3.3. Maria Basalt Unit in Hess Z Crater
Figure 6 shows the mapped basalt unit (counting area is 530 km2) and the derived AMA in Hess Z crater. The southeastern part of the Hess Z crater rim was destroyed by the ejecta from the Hess crater nearby, which was superposed by the basalt herein. There are several clustered secondaries in the eastern floor of the Hess Z crater, which are deliberately avoided when map the countering area. The mapped basalt unit is relatively flat, although the topography is gradually lowered from east to west.
3.4. Maria Basalt Unit in Davisson Crater
Most of the floor of Davisson crater is covered by basalt, as indicated by the high FeO content (Figure 7C). A central peak protrudes above the floor and several chained ejecta are distributed in the southeastern of the crater floor. They are deliberately excluded when mapping the counting area (Figure 7A). The mapped basalt unit is relatively flat, and it is lowest in the southern part of the floor (Figure 7B).

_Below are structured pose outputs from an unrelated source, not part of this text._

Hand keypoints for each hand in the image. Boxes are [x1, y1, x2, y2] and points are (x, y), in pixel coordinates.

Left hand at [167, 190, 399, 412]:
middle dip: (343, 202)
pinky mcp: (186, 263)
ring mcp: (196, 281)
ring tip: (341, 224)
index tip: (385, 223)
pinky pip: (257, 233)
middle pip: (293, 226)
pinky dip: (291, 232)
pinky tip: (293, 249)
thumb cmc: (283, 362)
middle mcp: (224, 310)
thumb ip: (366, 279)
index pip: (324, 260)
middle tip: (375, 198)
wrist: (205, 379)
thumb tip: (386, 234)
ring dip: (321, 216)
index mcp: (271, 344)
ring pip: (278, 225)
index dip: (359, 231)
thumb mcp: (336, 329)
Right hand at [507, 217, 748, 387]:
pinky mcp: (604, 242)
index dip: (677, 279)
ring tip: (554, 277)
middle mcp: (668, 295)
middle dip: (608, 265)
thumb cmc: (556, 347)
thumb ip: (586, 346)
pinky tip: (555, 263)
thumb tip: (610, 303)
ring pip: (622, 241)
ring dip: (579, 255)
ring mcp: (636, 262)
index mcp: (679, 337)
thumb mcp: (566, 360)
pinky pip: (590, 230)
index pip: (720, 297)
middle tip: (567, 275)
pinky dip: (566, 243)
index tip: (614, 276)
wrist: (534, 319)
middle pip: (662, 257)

The CSFD measurement of the mare unit in Davisson crater shows an AMA of 3.27 Ga (Figure 8). For the craters used for dating, the MC2ND of the mapped craters falls within ±3σ of the expectation value derived from Monte Carlo simulation, indicating mapped craters in the counting area are random in spatial distribution.
3.5. Maria Basalt Units in Leibnitz and Leibnitz X Crater
The southeast part of the Leibnitz crater is superposed by the ejecta from Finsen crater (Figure 1), and a large amount of linear ejecta are distributed in the floor of Leibnitz crater (Figure 9A). Thus, we carefully selected a small area in the north part of the crater floor as the counting area, which is covered by basalts as proven by the much higher FeO content than surrounding ejecta (Figure 9C). It is interesting to note that the north part is higher than the south part in the floor of Leibnitz crater (Figure 9B), although the ejecta is from south.

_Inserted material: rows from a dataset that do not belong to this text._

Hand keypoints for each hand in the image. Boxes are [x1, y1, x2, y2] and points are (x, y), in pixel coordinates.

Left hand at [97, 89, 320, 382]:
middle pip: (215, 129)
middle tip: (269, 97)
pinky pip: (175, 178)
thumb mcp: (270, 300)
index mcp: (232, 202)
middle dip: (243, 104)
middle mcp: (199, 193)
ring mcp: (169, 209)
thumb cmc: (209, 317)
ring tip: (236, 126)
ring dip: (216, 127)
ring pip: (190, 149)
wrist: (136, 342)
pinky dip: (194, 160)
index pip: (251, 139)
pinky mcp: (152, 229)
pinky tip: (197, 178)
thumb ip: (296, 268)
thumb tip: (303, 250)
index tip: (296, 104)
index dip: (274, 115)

Leibnitz X crater is in the northwest of Leibnitz crater floor, and the floor of Leibnitz X crater can be divided into two parts according to the brightness difference (Figure 9A). We selected the east part of the floor as the counting area, which also has a higher FeO content than the west part (Figure 9C). The selected counting area seems unaffected by the linear ejecta from the Finsen crater. It is more interesting to note that the whole Leibnitz X crater, including its floor, is much higher than the surrounding terrains (Figure 9B). In addition, the FeO content of the maria in the counting area for Leibnitz X crater (Figure 9C) is lower than that for Leibnitz crater, indicating they are probably from different sources.
The CSFD measurements of the mare units in Leibnitz and Leibnitz X craters show AMAs of 2.61 Ga and 3.05 Ga (Figure 10). For the basalt unit in Leibnitz crater (i.e., unit ‘h’ in Figure 9), the random analysis is about −6σ of the expectation value at the diameter of 144 m, and the random analysis results for D >= ~400 m are within ±3σ of the expectation value. Therefore, this again does not affect the reliability of our dating results, as the minimum diameter for fitting the isochron line is at ~400 m. For all the counted craters in the mare unit in Leibnitz X crater (i.e., unit ‘i’ in Figure 9), the spatial randomness and clustering analysis result of the mapped craters falls within ±3σ of the expectation value derived from Monte Carlo simulation. It is obvious that the basalt unit in Leibnitz X crater is older than that in Leibnitz crater. Given this, coupled with the difference in FeO content, it is reasonable to conclude that they formed in two episodes of basalt formation.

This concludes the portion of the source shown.